Série de reportagens que O GLOBO inicia hoje, busca debater questões que vão da imigração ilegal ao excesso de consumo, dos novos problemas de saúde ao número maior de idosos, da geração dos hiperconectados à nova diplomacia
Os avanços do Brasil nos últimos anos fazem o país viver situação peculiar: embora milhões persistam na pobreza, aumentou o número de brasileiros no topo da pirâmide, o que significa enfrentar também desafios de nações desenvolvidas. A série de reportagens “País emergente, problemas de rico”, que O GLOBO inicia hoje, busca debater questões que vão da imigração ilegal ao excesso de consumo, dos novos problemas de saúde ao número maior de idosos, da geração dos hiperconectados à nova diplomacia.

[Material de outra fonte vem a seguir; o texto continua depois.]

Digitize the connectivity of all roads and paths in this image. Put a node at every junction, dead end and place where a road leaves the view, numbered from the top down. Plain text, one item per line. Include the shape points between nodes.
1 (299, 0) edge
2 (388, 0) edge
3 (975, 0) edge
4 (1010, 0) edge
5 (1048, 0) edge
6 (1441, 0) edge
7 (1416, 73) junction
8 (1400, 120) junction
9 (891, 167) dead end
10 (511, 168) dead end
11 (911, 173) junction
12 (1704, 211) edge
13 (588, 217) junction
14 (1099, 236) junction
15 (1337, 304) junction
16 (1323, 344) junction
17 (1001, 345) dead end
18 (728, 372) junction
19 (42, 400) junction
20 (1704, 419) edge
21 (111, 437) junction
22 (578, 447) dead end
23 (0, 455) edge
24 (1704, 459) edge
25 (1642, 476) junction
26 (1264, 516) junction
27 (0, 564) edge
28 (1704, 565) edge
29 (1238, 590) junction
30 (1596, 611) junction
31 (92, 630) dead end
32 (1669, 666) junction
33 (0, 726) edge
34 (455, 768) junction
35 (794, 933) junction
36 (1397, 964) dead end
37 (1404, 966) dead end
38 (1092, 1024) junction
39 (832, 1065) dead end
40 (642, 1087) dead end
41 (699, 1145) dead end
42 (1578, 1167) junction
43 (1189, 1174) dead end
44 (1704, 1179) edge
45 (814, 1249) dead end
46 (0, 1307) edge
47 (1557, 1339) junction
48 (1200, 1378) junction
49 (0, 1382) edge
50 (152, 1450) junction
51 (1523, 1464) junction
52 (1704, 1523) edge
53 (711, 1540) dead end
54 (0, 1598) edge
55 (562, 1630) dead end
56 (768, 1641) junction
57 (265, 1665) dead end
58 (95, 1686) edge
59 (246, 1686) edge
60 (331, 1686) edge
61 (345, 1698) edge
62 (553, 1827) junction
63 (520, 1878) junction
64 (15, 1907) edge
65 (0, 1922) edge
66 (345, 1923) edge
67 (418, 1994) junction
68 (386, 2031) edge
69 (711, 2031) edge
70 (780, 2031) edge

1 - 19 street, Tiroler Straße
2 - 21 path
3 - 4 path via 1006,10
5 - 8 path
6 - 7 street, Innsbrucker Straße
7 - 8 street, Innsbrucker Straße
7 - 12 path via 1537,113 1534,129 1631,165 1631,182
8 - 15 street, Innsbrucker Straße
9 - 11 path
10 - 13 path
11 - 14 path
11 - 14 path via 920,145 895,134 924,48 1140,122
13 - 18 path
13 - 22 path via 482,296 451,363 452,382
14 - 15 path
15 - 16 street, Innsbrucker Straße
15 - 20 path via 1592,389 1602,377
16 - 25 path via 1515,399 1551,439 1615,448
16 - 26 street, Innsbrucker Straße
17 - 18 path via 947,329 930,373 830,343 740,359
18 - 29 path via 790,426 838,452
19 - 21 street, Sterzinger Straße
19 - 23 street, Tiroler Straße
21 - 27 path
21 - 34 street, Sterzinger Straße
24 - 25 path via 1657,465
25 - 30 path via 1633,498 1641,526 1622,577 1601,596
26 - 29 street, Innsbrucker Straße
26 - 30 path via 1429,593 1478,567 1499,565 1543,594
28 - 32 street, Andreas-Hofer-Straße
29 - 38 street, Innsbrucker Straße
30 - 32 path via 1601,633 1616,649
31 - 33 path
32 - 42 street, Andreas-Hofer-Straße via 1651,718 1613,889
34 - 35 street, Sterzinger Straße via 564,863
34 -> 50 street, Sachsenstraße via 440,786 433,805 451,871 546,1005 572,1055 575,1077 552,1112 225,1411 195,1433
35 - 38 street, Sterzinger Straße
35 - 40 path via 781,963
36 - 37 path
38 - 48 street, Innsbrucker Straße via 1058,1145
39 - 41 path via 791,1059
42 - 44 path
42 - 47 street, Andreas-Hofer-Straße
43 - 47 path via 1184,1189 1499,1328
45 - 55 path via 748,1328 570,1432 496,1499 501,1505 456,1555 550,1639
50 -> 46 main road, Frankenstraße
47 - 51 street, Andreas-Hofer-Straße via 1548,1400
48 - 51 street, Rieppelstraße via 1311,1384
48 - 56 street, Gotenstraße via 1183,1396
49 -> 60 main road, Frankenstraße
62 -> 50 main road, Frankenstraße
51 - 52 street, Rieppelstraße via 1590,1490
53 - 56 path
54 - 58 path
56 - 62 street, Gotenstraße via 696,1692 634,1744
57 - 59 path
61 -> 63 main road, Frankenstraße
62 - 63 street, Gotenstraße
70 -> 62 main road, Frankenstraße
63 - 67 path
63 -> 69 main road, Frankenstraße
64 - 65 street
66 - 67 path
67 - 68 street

San Juan de Corralito é um daqueles lugares esquecidos pela civilização. Uma fileira de barracos feitos de tábuas desiguais margeia o rio que separa Brasil e Bolívia. Nas vendinhas, produtos básicos são comercializados ao som de Michel Teló nos alto-falantes. No paupérrimo povoado boliviano, o número de “brasileiros” vem crescendo. As bolivianas grávidas cruzam os limites do país para dar à luz na cidade de Cáceres, no Mato Grosso, de forma a garantirem aos seus bebês uma cidadania com mais direitos. E não é só isso. A fim de driblar uma vida miserável, os bolivianos adultos obtêm a nacionalidade brasileira por meio de uma certidão de nascimento tardia. Com isso, eles conseguem receber o Bolsa Família e até a aposentadoria pelo INSS, no Brasil, apesar de continuarem a viver na pátria de origem.

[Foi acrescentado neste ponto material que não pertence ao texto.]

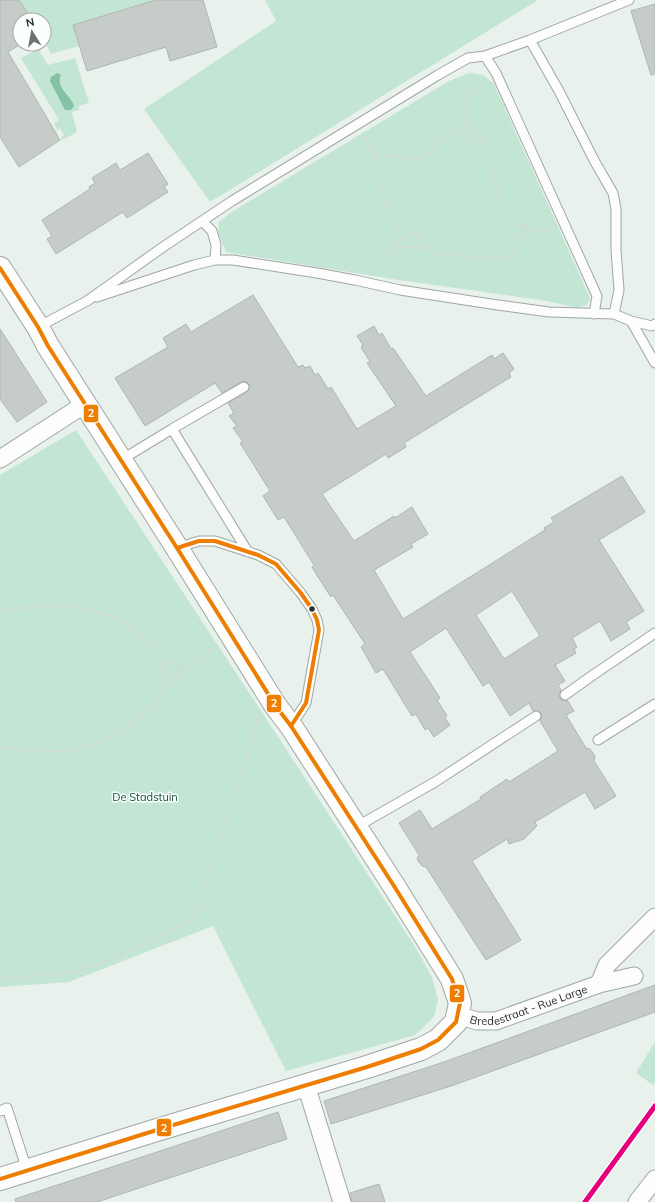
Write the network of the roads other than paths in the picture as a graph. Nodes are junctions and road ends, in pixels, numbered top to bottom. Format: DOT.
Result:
graph roads {
  1 [pos="629,0"];
  2 [pos="530,40"];
  3 [pos="485,56"];
  4 [pos="202,221"];
  5 [pos="215,260"];
  6 [pos="0,268"];
  7 [pos="87,301"];
  8 [pos="590,314"];
  9 [pos="614,314"];
  10 [pos="631,321"];
  11 [pos="655,324"];
  12 [pos="38,327"];
  13 [pos="655,363"];
  14 [pos="244,387"];
  15 [pos="85,404"];
  16 [pos="172,429"];
  17 [pos="0,459"];
  18 [pos="121,460"];
  19 [pos="177,548"];
  20 [pos="248,552"];
  21 [pos="655,633"];
  22 [pos="565,695"];
  23 [pos="655,704"];
  24 [pos="536,716"];
  25 [pos="291,726"];
  26 [pos="598,740"];
  27 [pos="356,827"];
  28 [pos="655,917"];
  29 [pos="634,976"];
  30 [pos="599,984"];
  31 [pos="457,1015"];
  32 [pos="306,1085"];
  33 [pos="0,1111"];
  34 [pos="27,1170"];
  35 [pos="0,1179"];
  36 [pos="655,1179"];
  37 [pos="342,1202"];
  38 [pos="637,1202"];
  1 -- 2 [label="lane"];
  2 -- 3 [label="lane"];
  2 -- 9 [label="lane"];
  3 -- 4 [label="lane"];
  3 -- 8 [label="lane"];
  4 -- 5 [label="lane"];
  4 -- 7 [label="lane"];
  5 -- 7 [label="lane"];
  5 -- 8 [label="lane"];
  6 -- 12 [label="street"];
  7 -- 12 [label="lane"];
  8 -- 9 [label="lane"];
  9 -- 10 [label="lane"];
  10 -- 11 [label="lane"];
  10 -- 13 [label="lane"];
  12 -- 15 [label="street"];
  14 -- 16 [label="lane"];
  15 -- 17 [label="street"];
  15 -- 18 [label="street"];
  16 -- 18 [label="lane"];
  16 -- 20 [label="lane"];
  18 -- 19 [label="street"];
  19 -- 20 [label="lane"];
  19 -- 25 [label="street"];
  20 -- 25 [label="lane"];
  21 -- 22 [label="lane"];
  23 -- 26 [label="lane"];
  24 -- 27 [label="lane"];
  25 -- 27 [label="street"];
  27 -- 31 [label="street"];
  28 -- 30 [label="street, Bredestraat - Rue Large"];
  29 -- 30 [label="street, Bredestraat - Rue Large"];
  30 -- 31 [label="street, Bredestraat - Rue Large"];
  31 -- 32 [label="street"];
  32 -- 34 [label="street"];
  32 -- 37 [label="street"];
  33 -- 34 [label="lane"];
  34 -- 35 [label="street"];
  36 -- 38 [label="street"];
}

— Você não veio do Brasil para me deixar mal com meus vizinhos, né?! — afirma um morador da vila boliviana, que não quis ser identificado, mas que confirma a história. — Tem muita gente que nasceu aqui, mas conseguiu o documento brasileiro e recebe uma aposentadoria.
Esse boliviano não acha certo fazer isso, mas entende quem usa esse recurso para melhorar de vida, porque a assistência do governo de seu país é precária. O “Bolsa Família” boliviano, pago para aqueles que mantêm o filho caçula na escola, é de apenas R$ 70 por ano. Ele, que é pai, viu os filhos mais velhos fazerem as malas e partirem para o Brasil. E assiste aos mais novos traçarem os mesmos planos.

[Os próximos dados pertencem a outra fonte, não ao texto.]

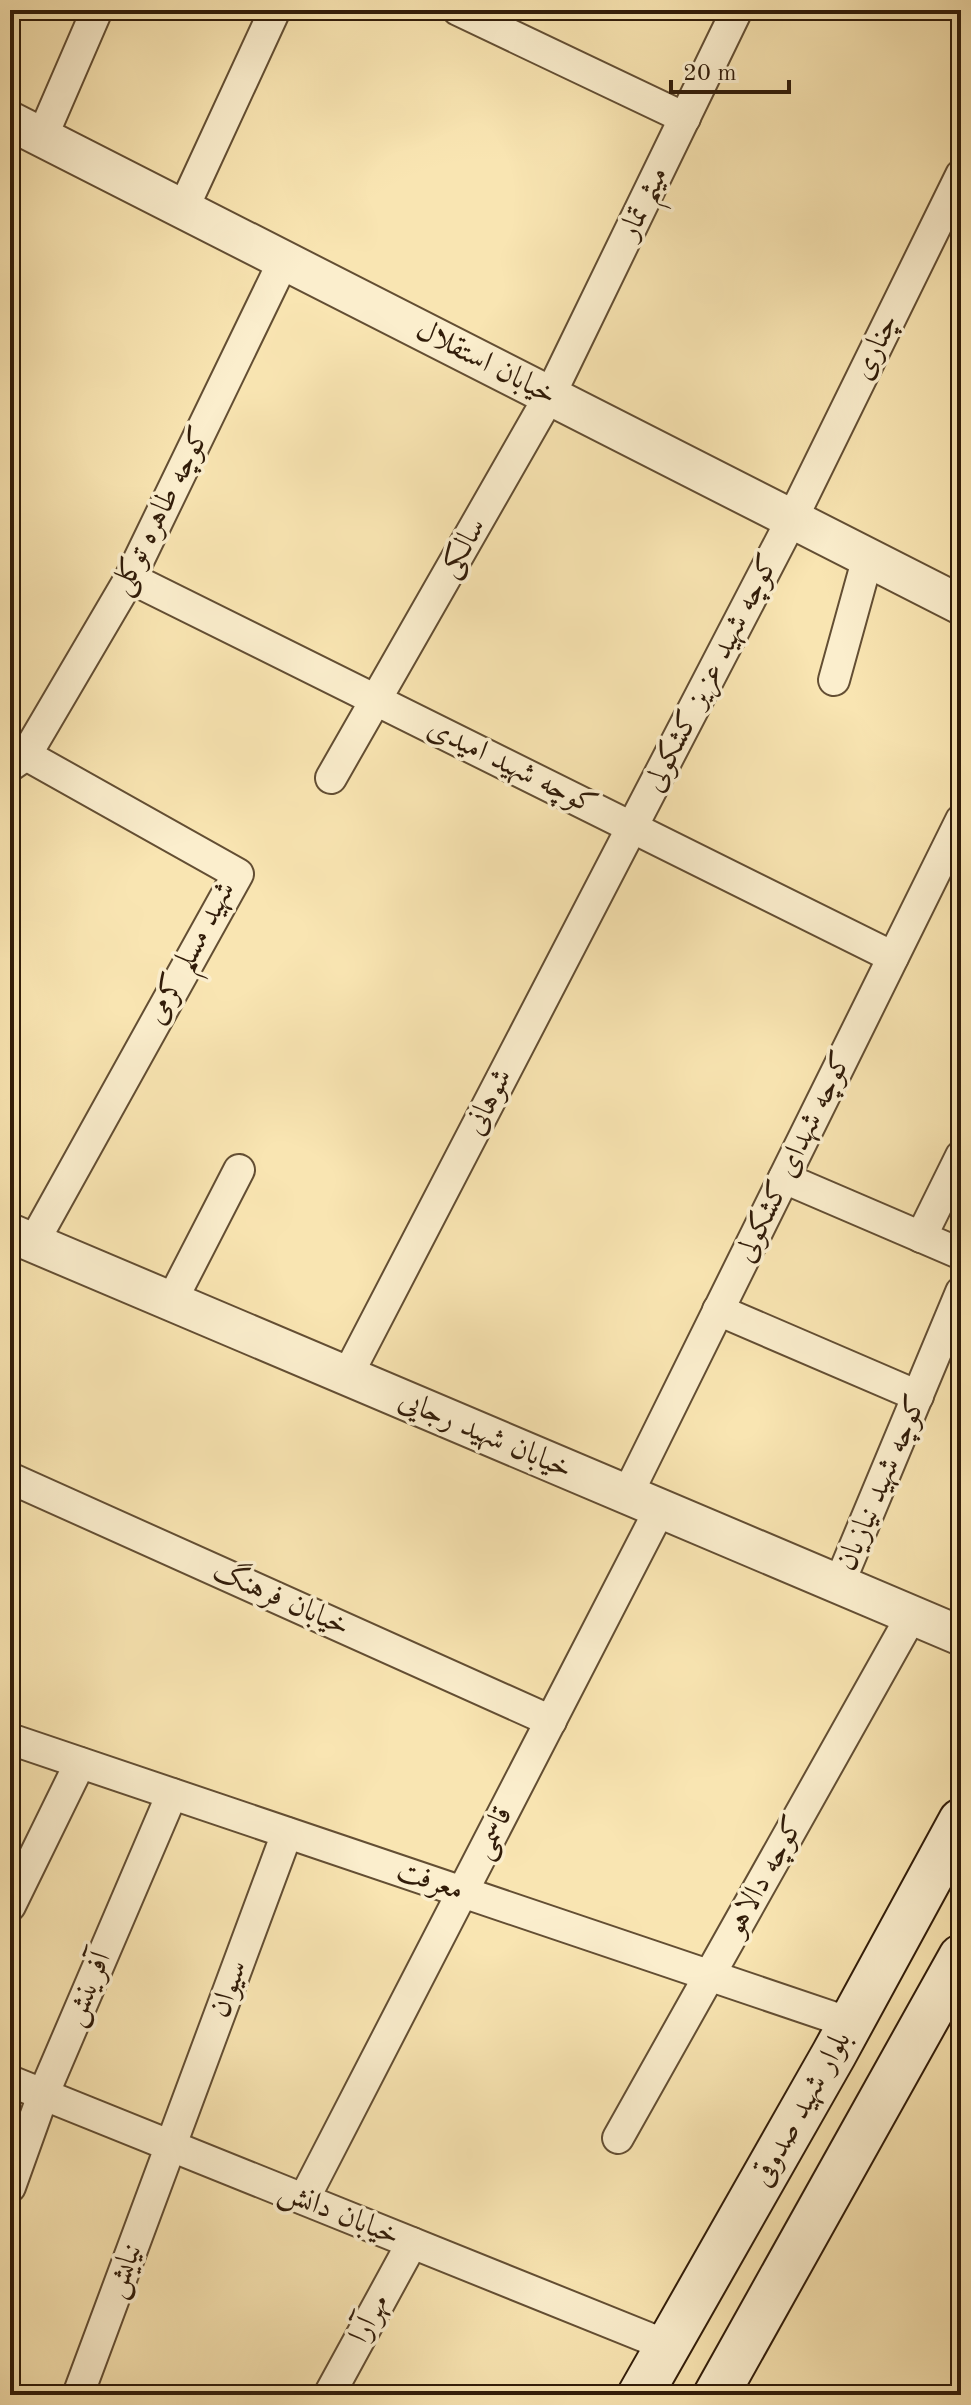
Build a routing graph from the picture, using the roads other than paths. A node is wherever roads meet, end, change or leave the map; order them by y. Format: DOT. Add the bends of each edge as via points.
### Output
graph roads {
  1 [pos="97,10"];
  2 [pos="275,10"];
  3 [pos="458,10"];
  4 [pos="737,10"];
  5 [pos="685,118"];
  6 [pos="26,129"];
  7 [pos="961,175"];
  8 [pos="183,209"];
  9 [pos="284,260"];
  10 [pos="550,395"];
  11 [pos="792,519"];
  12 [pos="868,557"];
  13 [pos="130,578"];
  14 [pos="961,605"];
  15 [pos="834,680"];
  16 [pos="375,700"];
  17 [pos="18,760"];
  18 [pos="331,778"];
  19 [pos="961,820"];
  20 [pos="632,827"];
  21 [pos="893,957"];
  22 [pos="961,1156"];
  23 [pos="239,1170"];
  24 [pos="784,1178"];
  25 [pos="921,1237"];
  26 [pos="21,1238"];
  27 [pos="961,1254"];
  28 [pos="961,1292"];
  29 [pos="171,1302"];
  30 [pos="718,1310"];
  31 [pos="347,1376"];
  32 [pos="918,1396"];
  33 [pos="10,1478"];
  34 [pos="644,1502"];
  35 [pos="839,1584"];
  36 [pos="912,1615"];
  37 [pos="961,1636"];
  38 [pos="551,1721"];
  39 [pos="10,1739"];
  40 [pos="80,1763"];
  41 [pos="172,1794"];
  42 [pos="961,1821"];
  43 [pos="287,1833"];
  44 [pos="463,1892"];
  45 [pos="10,1906"];
  46 [pos="961,1957"];
  47 [pos="709,1976"];
  48 [pos="850,2023"];
  49 [pos="10,2081"];
  50 [pos="43,2095"];
  51 [pos="618,2138"];
  52 [pos="171,2146"];
  53 [pos="10,2187"];
  54 [pos="304,2199"];
  55 [pos="412,2243"];
  56 [pos="668,2346"];
  57 [pos="78,2395"];
  58 [pos="329,2395"];
  59 [pos="640,2395"];
  60 [pos="716,2395"];
  1 -- 6 [label="street"];
  2 -- 8 [label="street"];
  3 -- 5 [label="street"];
  4 -- 5 [label="street, میثم تمار"];
  5 -- 10 [label="street, میثم تمار"];
  6 -- 8 [label="street, خیابان استقلال"];
  7 -- 11 [label="street, چناری"];
  8 -- 9 [label="street, خیابان استقلال"];
  9 -- 10 [label="street, خیابان استقلال"];
  9 -- 13 [label="street, کوچه طاهره توکلی"];
  10 -- 11 [label="street, خیابان استقلال"];
  10 -- 16 [label="street, سالکی"];
  11 -- 12 [label="street, خیابان استقلال"];
  11 -- 20 [label="street, کوچه شهید عزیز کشکولی"];
  12 -- 14 [label="street, خیابان استقلال"];
  12 -- 15 [label="street"];
  13 -- 16 [label="street, کوچه شهید امیدی"];
  13 -- 17 [label="street, کوچه طاهره توکلی"];
  16 -- 18 [label="street, سالکی"];
  16 -- 20 [label="street, کوچه شهید امیدی"];
  17 -- 26 [label="street, شهید مسلم کرمی" via="238,874"];
  19 -- 21 [label="street, کوچه شهدای کشکولی"];
  20 -- 21 [label="street, کوچه شهید امیدی"];
  20 -- 31 [label="street, شوهانی"];
  21 -- 24 [label="street, کوچه شهدای کشکولی"];
  22 -- 25 [label="street"];
  23 -- 29 [label="street"];
  24 -- 25 [label="street"];
  24 -- 30 [label="street, کوچه شهدای کشکولی"];
  25 -- 27 [label="street"];
  26 -- 29 [label="street, خیابان شهید رجایی"];
  28 -- 32 [label="street, کوچه شهید نیازیان"];
  29 -- 31 [label="street, خیابان شهید رجایی"];
  30 -- 32 [label="street"];
  30 -- 34 [label="street, کوچه شهدای کشکولی"];
  31 -- 34 [label="street, خیابان شهید رجایی"];
  32 -- 35 [label="street, کوچه شهید نیازیان"];
  33 -- 38 [label="street, خیابان فرهنگ"];
  34 -- 35 [label="street, خیابان شهید رجایی"];
  34 -- 38 [label="street, قاسمی"];
  35 -- 36 [label="street, خیابان شهید رجایی"];
  36 -- 37 [label="street, خیابان شهید رجایی"];
  36 -- 47 [label="street, کوچه دالاهو"];
  38 -- 44 [label="street, قاسمی"];
  39 -- 40 [label="street, معرفت"];
  40 -- 41 [label="street, معرفت"];
  40 -- 45 [label="street"];
  41 -- 43 [label="street, معرفت"];
  41 -- 50 [label="street, آفرینش"];
  42 -- 48 [label="main road, بلوار شهید صدوقی"];
  43 -- 44 [label="street, معرفت"];
  43 -- 52 [label="street, سیوان"];
  44 -- 47 [label="street, معرفت"];
  44 -- 54 [label="street, قاسمی"];
  46 -- 60 [label="main road"];
  47 -- 48 [label="street, معرفت"];
  47 -- 51 [label="street, کوچه دالاهو"];
  48 -- 56 [label="main road, بلوار شهید صدوقی"];
  49 -- 50 [label="street, خیابان دانش"];
  50 -- 52 [label="street, خیابان دانش"];
  50 -- 53 [label="street, آفرینش"];
  52 -- 54 [label="street, خیابان دانش"];
  52 -- 57 [label="street, نیایش"];
  54 -- 55 [label="street, خیابان دانش"];
  55 -- 56 [label="street, خیابان دانش"];
  55 -- 58 [label="street, مهرآرا"];
  56 -- 59 [label="main road, بلوار شهید صدوقی"];
}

A cem quilômetros da fronteira com a Bolívia, o cartório da cidade de Cáceres recebe cerca de três pedidos por mês dessas certidões de nascimento tardias. Segundo Juliano Alves Machado, oficial de registro civil do município, frequentemente os bolivianos requerem o documento. Quando há evidências de que o pedido foi feito por um estrangeiro, o processo é encaminhado à Justiça.
ATÉ 500 mil ilegais
Apenas três processos foram julgados improcedentes neste ano. Um deles datava de 1994. Nele, a pessoa que se dizia brasileira nem sabia falar português. Fontes dos dois lados da fronteira confirmam que vem crescendo o número de bolivianos que vão até Cáceres para conseguir o documento. E eles voltam todo os meses para sacar os benefícios do governo brasileiro.
— Nós já sabemos disso — afirmou ao GLOBO o ministro da Justiça, José Eduardo Cardozo, com relação ao pagamento de aposentadoria e outros benefícios para estrangeiros que vivem fora do Brasil.
Protagonista do crescimento econômico na América do Sul e com um mercado de trabalho ainda aquecido, o Brasil nunca atraiu tantos imigrantes. Já há 1,54 milhão de estrangeiros vivendo legalmente no país. Com relação aos ilegais, não há registros precisos, mas as estimativas chegam a 500 mil. O governo é mais conservador e prefere adotar as projeções feitas pela Conferência Nacional dos Bispos do Brasil (CNBB), de 150 mil ilegais.
As crianças bolivianas cruzam a fronteira todos os dias para estudar na escola do Exército Brasileiro. Não há restrições para estrangeiros frequentarem escolas públicas aqui. O taxista Benedito da Silva assiste ao vaivém das crianças enquanto espera passageiros do lado brasileiro da fronteira, no povoado de Corixa. Ganha R$ 150 por viagem até Cáceres. Ele leva bolivianos que querem comprar comida e volta com sacoleiros em busca das quinquilharias do outro lado.
— Quando o dólar está bom, faço três viagens por dia.
Em Cáceres, a bioquímica boliviana Zulma Chuque trabalha como camelô. Vende sapatos da Bolívia, mas sonha em trabalhar em um laboratório e diz que já deu entrada nos papéis para obter o reconhecimento de seu diploma. Quando ouve a pergunta sobre sua situação como imigrante, interrompe a entrevista e diz que não quer ser fotografada.